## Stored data
◆ ◆ ◆ ◆ ◆

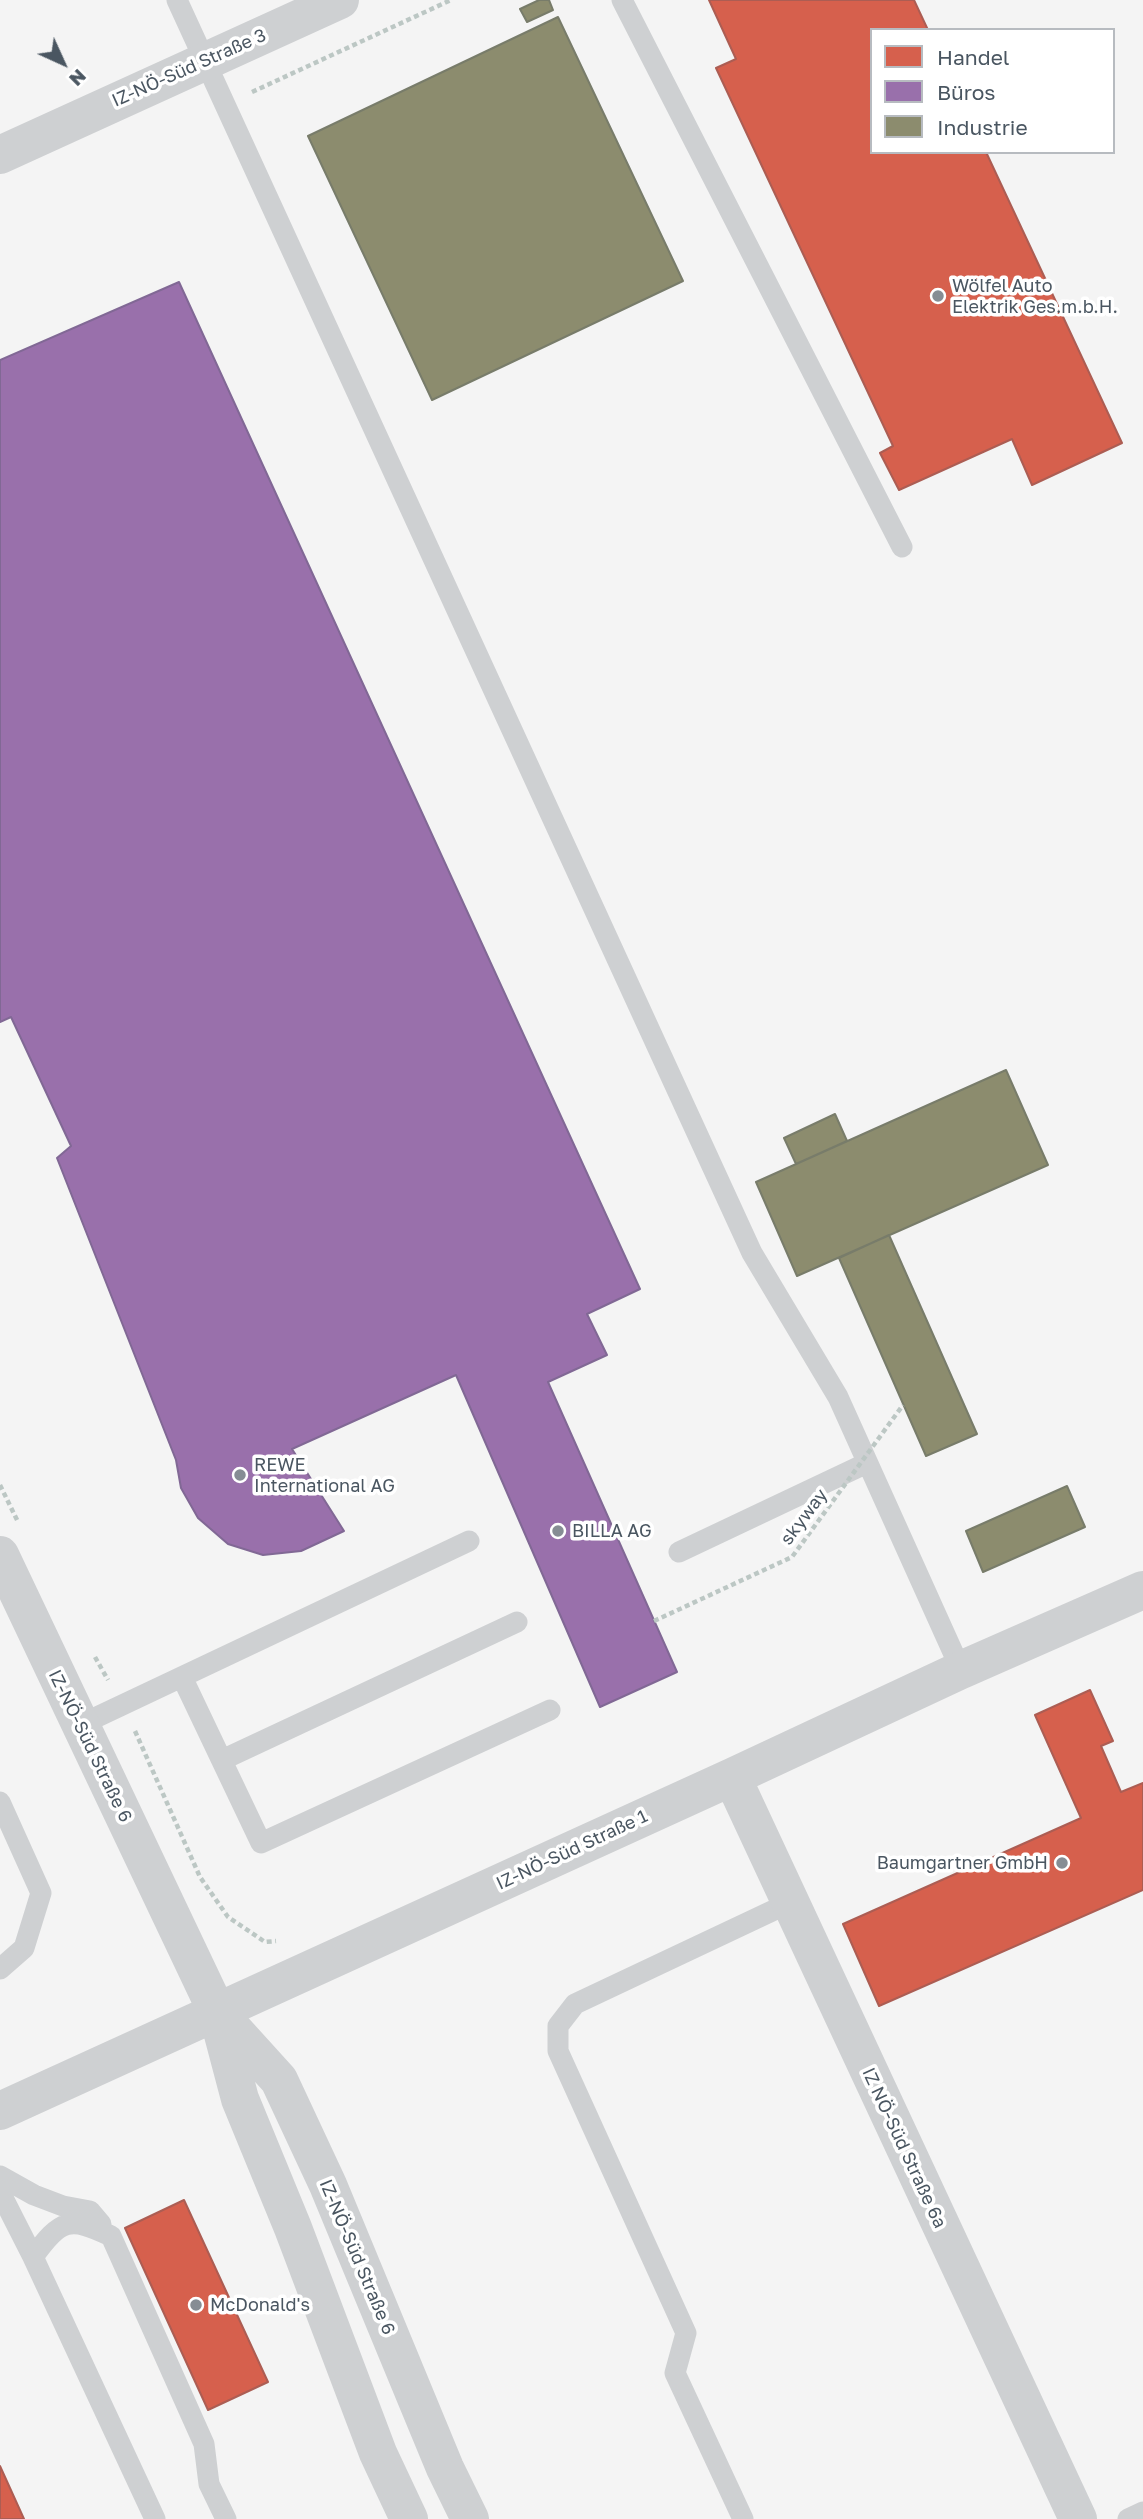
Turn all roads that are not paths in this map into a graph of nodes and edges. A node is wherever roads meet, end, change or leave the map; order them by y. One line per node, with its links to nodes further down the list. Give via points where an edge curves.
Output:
1 (177, 0): 4 (lane)
2 (340, 0): 4 (street, IZ-NÖ-Süd Straße 3)
3 (622, 0): 6 (lane)
4 (205, 61): 5 (street, IZ-NÖ-Süd Straße 3); 7 (lane, via 752,1253 838,1397)
5 (0, 155)
6 (902, 547)
7 (867, 1463): 9 (lane); 13 (lane)
8 (469, 1541): 14 (lane)
9 (679, 1552)
10 (0, 1555): 16 (street, IZ-NÖ-Süd Straße 6)
11 (1143, 1590): 13 (street, IZ-NÖ-Süd Straße 1)
12 (517, 1622): 17 (lane)
13 (961, 1670): 18 (street, IZ-NÖ-Süd Straße 1)
14 (182, 1677): 16 (lane); 17 (lane)
15 (550, 1710): 17 (lane, via 261,1843)
16 (80, 1726): 22 (street, IZ-NÖ-Süd Straße 6)
17 (222, 1760)
18 (732, 1777): 20 (street, IZ NÖ-Süd Straße 6a); 22 (street, IZ-NÖ-Süd Straße 1)
19 (0, 1802): 21 (lane, via 41,1893 24,1948)
20 (789, 1903): 33 (lane, via 575,2004 558,2026 558,2051 686,2333 675,2373); 34 (street, IZ NÖ-Süd Straße 6a)
21 (0, 1969)
22 (218, 2012): 23 (street, IZ-NÖ-Süd Straße 1); 31 (street, IZ-NÖ-Süd Straße 6, via 240,2099 378,2454); 32 (street, IZ-NÖ-Süd Straße 6, via 279,2080)
23 (0, 2110)
24 (0, 2176): 26 (lane, via 43,2199 90,2211)
25 (0, 2192): 27 (lane)
26 (111, 2236): 27 (lane, via 84,2223 65,2225 49,2236); 30 (lane, via 205,2444 209,2484)
27 (33, 2257): 29 (lane)
28 (1143, 2512): 35 (lane)
29 (155, 2519)
30 (226, 2519)
31 (409, 2519)
32 (470, 2519)
33 (743, 2519)
34 (1078, 2519)
35 (1128, 2519)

◆ ◆ ◆ ◆ ◆

## ABOUT THIS EXERCISE
If a line above includes the string "Straße", pick it out.

## EXPECTED ANSWER
2 (340, 0): 4 (street, IZ-NÖ-Süd Straße 3)
4 (205, 61): 5 (street, IZ-NÖ-Süd Straße 3); 7 (lane, via 752,1253 838,1397)
10 (0, 1555): 16 (street, IZ-NÖ-Süd Straße 6)
11 (1143, 1590): 13 (street, IZ-NÖ-Süd Straße 1)
13 (961, 1670): 18 (street, IZ-NÖ-Süd Straße 1)
16 (80, 1726): 22 (street, IZ-NÖ-Süd Straße 6)
18 (732, 1777): 20 (street, IZ NÖ-Süd Straße 6a); 22 (street, IZ-NÖ-Süd Straße 1)
20 (789, 1903): 33 (lane, via 575,2004 558,2026 558,2051 686,2333 675,2373); 34 (street, IZ NÖ-Süd Straße 6a)
22 (218, 2012): 23 (street, IZ-NÖ-Süd Straße 1); 31 (street, IZ-NÖ-Süd Straße 6, via 240,2099 378,2454); 32 (street, IZ-NÖ-Süd Straße 6, via 279,2080)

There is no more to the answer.